Moreover, the incorporated blending scheme that combines the base learners by averaging [33] their fit outputs is simple and thus interpretable, while the whole process remains efficient both computationally and in terms of time. That is pretty straightforward given that after the individual models are fit, there is just one computation left to form the final result, i.e., to compute the mean of the corresponding individual predictions. Moreover, given that the final output is formed after the individual algorithms are run, parallelization is also quite plausible as a strategy for reducing the overall execution time.

4 Experimental procedure and results

The experimental procedure followed by the results will now be presented. The whole process is a broad continuation of the experiments presented in [34].

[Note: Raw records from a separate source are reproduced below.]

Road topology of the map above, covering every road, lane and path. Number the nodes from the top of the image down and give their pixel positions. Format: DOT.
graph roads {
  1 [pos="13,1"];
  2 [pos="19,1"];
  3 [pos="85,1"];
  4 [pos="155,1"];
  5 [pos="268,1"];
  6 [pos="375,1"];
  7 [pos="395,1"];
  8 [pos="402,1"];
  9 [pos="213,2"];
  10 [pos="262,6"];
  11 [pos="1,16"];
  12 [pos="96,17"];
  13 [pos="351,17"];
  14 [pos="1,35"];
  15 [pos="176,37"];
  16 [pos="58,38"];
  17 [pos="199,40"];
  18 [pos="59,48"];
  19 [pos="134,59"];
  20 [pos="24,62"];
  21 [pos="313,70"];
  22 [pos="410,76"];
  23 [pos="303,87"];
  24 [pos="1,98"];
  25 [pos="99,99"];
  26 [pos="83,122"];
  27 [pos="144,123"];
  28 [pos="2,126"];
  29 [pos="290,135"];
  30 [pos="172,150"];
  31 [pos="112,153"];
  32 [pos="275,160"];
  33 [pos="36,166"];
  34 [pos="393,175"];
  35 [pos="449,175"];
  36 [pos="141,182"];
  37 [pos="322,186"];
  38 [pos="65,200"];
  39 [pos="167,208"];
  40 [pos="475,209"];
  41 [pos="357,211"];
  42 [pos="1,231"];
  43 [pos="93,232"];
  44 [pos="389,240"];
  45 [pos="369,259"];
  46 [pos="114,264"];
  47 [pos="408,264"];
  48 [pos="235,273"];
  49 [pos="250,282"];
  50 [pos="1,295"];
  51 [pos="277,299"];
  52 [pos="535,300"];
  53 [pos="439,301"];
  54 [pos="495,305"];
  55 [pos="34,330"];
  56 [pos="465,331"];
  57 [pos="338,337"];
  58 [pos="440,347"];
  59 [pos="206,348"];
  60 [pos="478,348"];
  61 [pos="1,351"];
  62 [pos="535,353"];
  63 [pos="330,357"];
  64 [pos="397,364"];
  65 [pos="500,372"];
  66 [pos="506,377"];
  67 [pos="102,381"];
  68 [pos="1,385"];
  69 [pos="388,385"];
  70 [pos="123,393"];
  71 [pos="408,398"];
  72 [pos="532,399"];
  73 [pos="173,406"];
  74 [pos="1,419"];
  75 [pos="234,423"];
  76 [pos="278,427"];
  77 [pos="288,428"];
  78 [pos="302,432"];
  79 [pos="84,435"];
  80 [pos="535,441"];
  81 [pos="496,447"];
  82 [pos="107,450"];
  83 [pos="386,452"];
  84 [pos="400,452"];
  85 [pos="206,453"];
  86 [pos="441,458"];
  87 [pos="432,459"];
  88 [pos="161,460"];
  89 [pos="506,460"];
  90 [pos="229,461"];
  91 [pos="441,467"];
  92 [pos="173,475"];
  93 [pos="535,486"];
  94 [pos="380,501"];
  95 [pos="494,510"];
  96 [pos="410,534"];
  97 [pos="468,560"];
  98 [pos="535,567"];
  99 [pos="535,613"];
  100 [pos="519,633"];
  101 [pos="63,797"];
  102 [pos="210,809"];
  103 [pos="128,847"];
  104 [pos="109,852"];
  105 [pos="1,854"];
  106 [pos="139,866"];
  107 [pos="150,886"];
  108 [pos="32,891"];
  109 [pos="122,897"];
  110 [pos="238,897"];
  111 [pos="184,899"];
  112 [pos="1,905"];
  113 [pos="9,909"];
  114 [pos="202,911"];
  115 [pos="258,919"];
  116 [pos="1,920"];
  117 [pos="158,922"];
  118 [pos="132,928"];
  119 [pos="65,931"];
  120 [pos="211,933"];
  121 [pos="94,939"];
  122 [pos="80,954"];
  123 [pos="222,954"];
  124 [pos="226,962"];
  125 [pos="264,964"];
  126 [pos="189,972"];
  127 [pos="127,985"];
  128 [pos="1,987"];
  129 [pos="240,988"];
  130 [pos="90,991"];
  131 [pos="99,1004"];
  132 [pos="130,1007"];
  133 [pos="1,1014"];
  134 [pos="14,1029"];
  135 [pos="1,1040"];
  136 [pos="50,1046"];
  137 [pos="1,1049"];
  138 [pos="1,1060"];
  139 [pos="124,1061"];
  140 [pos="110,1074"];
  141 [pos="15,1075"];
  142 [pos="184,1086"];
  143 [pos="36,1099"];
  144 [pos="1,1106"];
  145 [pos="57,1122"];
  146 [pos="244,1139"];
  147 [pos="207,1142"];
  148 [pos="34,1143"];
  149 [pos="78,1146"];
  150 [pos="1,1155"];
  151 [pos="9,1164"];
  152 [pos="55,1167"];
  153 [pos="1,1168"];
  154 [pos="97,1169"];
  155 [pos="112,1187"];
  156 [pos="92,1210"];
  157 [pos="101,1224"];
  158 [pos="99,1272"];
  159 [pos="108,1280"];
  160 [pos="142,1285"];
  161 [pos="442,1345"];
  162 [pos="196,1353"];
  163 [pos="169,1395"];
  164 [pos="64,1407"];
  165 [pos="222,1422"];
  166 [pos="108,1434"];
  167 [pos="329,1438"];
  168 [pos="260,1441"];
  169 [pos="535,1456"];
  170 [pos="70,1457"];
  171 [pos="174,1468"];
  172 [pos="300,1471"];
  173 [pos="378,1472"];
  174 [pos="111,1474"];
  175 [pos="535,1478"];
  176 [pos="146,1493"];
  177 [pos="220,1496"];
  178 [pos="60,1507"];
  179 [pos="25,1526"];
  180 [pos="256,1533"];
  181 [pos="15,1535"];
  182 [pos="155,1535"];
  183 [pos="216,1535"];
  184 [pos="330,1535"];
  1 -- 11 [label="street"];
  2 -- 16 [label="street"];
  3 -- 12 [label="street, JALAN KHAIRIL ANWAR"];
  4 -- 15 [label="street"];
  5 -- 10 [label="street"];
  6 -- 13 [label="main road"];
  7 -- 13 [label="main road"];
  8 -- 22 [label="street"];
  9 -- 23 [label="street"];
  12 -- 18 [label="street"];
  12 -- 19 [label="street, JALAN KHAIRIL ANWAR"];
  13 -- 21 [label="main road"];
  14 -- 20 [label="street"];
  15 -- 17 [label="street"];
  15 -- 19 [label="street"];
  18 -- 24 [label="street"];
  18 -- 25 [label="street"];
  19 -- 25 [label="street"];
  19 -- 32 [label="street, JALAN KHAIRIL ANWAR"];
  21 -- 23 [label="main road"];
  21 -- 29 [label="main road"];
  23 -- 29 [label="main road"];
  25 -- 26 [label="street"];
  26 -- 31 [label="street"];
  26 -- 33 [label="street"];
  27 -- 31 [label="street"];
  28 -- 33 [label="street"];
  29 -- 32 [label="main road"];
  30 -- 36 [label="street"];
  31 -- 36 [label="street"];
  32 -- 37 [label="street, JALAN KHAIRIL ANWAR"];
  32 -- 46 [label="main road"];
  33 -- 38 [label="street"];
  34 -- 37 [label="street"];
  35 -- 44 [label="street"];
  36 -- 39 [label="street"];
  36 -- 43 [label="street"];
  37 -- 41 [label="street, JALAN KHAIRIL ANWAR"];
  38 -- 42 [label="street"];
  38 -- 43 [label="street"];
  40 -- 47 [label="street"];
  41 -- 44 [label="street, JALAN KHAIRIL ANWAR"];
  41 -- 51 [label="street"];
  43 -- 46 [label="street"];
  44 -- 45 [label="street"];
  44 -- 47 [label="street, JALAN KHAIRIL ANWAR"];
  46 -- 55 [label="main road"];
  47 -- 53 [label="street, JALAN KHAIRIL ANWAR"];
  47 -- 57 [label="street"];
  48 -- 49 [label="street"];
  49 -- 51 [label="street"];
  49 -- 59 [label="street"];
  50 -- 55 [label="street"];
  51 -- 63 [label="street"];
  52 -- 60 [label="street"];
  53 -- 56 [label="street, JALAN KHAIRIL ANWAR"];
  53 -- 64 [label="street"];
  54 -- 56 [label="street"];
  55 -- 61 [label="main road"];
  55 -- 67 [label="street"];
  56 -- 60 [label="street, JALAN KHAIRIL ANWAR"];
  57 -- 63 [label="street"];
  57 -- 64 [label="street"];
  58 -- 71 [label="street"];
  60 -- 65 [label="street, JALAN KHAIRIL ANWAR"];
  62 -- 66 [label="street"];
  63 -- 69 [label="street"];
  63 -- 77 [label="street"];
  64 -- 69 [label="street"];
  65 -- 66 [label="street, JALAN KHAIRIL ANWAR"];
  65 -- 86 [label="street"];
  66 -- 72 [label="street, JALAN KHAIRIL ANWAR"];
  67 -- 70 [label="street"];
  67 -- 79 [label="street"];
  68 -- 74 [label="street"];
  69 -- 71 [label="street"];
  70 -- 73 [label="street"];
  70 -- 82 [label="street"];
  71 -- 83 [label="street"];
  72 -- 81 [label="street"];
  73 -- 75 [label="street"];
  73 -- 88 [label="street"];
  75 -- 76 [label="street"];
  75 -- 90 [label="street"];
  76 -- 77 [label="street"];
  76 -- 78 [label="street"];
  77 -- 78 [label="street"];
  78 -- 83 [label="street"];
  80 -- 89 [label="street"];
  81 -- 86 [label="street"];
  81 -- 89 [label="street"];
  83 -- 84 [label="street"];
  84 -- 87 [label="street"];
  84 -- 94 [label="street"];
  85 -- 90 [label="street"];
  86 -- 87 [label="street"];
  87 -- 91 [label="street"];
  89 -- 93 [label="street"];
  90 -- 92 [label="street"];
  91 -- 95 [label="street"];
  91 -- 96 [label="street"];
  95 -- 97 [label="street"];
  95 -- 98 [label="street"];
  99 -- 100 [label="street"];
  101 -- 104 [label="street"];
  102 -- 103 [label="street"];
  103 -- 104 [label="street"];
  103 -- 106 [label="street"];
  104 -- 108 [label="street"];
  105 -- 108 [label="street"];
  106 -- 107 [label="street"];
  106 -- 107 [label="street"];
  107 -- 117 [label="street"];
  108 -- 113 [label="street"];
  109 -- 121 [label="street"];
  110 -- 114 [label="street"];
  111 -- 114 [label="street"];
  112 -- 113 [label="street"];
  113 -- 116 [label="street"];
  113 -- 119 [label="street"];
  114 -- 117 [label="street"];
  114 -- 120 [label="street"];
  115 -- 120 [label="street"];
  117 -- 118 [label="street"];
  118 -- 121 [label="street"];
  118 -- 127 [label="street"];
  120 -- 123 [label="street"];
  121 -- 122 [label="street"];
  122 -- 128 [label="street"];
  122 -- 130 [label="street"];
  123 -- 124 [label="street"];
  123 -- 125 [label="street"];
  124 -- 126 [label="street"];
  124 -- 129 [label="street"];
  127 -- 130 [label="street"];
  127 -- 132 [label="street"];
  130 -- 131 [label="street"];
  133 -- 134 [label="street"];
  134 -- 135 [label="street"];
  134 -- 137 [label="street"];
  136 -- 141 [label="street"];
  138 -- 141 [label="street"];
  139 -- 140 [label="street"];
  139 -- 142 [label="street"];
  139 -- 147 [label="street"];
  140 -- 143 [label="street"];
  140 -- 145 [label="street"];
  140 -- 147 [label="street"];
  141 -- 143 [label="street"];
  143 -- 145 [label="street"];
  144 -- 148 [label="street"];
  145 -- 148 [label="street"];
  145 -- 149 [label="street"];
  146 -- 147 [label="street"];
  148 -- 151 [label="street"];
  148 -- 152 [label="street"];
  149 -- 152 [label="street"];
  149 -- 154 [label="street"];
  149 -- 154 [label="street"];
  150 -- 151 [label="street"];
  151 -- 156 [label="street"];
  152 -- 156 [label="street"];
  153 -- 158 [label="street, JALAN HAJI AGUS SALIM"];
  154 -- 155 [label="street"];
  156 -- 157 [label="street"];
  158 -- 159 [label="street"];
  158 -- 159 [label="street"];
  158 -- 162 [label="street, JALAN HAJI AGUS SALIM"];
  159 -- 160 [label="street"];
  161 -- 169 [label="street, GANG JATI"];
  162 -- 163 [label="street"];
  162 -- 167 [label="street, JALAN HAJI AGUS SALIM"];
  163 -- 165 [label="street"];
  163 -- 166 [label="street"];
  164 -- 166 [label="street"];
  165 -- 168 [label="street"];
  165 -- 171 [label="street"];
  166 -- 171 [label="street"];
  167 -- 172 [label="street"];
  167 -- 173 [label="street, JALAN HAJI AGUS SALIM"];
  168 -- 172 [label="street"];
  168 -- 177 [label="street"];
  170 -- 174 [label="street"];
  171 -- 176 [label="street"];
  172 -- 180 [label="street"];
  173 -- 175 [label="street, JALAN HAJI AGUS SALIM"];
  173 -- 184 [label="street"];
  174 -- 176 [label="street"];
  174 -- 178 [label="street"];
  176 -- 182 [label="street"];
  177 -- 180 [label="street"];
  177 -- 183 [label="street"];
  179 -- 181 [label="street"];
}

4.1 Experimental procedure

In what follows, the individual elements of the experimental process are presented. Specifically, the initial datasets are listed first, along with the applied pre-processing toward the construction of the final sets used in training. The base learners tested follow along with the ensemble strategy implemented. Finally, the metrics used to evaluate the results are given.

4.1.1 Data

Two initial datasets were used, covering a sampling period starting on November 30, 2020, and ending on October 30, 2022. The first dataset concerned the hourly load records of the Greek energy system [35]. The second dataset contains measurements from the Greek energy balance regarding four different injected energy production sources, i.e., natural gas, hydroelectric, lignite, and imports [36].

Table 1 Data statistics

The time series of the energy load was used as the prediction target, while those of the energy balance were utilized as features of possible covariates within the investigation context. Given that a claim regarding existing correlations between system load and injected energy production seems at least intuitively plausible, an experimental investigation was deemed necessary. As already mentioned, the framework of the investigation concerned medium-term forecasts of the energy load of the system, and as such, the hourly records were converted into daily data. Hence, a rolling average of 24 h was applied to the hourly system load data and then, converted to a 24-hour frequency, generating a time series consisting of a single daily record. Similarly, the average hourly energy production per source was extracted from the energy balance data. One should note that, according to the above, the number of the initial features was five. Thus, five features consisting of daily records containing averages for a period spanning from November 30, 2020, to October 30, 2022, were produced. Various aspects of the aforementioned set of features can be seen in Table 1.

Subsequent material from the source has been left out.